President of the Province of Foggia
- In office 31 October 2018 – 29 January 2023
- Preceded by: Francesco Miglio
- Succeeded by: Giuseppe Nobiletti

Mayor of Candela
- In office 17 May 2011 – 23 October 2025
- Preceded by: Savino Antonio Santarella
- Succeeded by: Giuseppe De Vitto

Personal details
- Born: 24 November 1974 (age 51) Cerignola, Apulia, Italy
- Party: United Christian Democrats Union of the Centre Brothers of Italy
- Occupation: Entrepreneur

= Nicola Gatta =

Italian politician (born 1974)

Nicola Gatta (born 24 November 1974) is an Italian politician serving as a member of the Regional Council of Apulia since 2025. He previously served as president of the Province of Foggia from 2018 to 2023, and mayor of Candela from 2011 to 2025.

==Career==
Gatta was elected to the municipal council of Candela with the United Christian Democrats, later serving as an assessor and deputy mayor. In 2002, he joined the Union of the Centre. He was elected mayor of Candela in 2011, and was re-elected in 2016 and 2021.

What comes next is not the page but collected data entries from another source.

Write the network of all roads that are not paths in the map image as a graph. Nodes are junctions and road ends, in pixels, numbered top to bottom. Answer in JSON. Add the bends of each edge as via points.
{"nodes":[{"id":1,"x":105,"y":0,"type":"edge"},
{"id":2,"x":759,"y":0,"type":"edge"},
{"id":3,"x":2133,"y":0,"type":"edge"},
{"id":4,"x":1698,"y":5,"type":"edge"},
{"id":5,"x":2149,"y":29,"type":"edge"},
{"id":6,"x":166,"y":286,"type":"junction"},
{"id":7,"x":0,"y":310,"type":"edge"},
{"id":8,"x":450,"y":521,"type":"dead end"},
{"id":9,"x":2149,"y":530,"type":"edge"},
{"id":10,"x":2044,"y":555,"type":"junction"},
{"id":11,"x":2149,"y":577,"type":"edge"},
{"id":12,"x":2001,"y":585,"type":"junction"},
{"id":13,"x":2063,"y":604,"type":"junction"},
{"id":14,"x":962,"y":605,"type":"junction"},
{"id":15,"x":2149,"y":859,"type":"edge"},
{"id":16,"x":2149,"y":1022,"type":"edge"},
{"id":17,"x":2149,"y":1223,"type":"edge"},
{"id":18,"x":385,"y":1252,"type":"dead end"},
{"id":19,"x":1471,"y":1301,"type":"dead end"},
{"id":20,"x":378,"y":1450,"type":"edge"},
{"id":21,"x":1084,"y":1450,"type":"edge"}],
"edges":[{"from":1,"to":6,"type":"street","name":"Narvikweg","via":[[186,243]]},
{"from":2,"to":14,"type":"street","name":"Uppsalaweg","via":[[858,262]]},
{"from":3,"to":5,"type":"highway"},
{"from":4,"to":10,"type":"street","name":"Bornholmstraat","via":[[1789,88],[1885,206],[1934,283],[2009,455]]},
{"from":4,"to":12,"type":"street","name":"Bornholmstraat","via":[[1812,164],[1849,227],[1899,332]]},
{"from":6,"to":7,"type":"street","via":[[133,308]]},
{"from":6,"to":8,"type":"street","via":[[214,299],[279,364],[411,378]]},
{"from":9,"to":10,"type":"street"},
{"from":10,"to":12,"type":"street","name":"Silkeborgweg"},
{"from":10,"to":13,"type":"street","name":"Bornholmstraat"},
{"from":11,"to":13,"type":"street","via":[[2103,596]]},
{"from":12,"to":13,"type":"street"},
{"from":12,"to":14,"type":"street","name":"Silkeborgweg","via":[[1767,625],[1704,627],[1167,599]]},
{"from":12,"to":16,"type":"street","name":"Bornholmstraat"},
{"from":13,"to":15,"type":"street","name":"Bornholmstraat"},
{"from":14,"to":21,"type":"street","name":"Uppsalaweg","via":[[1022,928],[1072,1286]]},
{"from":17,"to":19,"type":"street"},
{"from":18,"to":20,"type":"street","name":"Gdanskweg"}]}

In the 2018 provincial election, Gatta was elected president of the Province of Foggia with 55,745 weighted votes (63%) as the candidate of a centre-right coalition supported by Forza Italia, Lega Nord, Brothers of Italy and centrist parties, defeating Michele Merla, the Democratic Party candidate. In 2023, he sought a second term, but the centre-right coalition entered the election divided: Gatta was supported by Brothers of Italy and Forza Italia, while Lega backed Primiano Di Mauro, mayor of Lesina. Gatta received 41,597 weighted votes (44.5%), losing the election to the centre-left candidate Giuseppe Nobiletti.

In 2024, Gatta joined Brothers of Italy. At the 2025 Apulian regional election, he was elected to the Regional Council of Apulia, receiving 10,273 preference votes and becoming one of the party's two candidates elected in the Foggia constituency.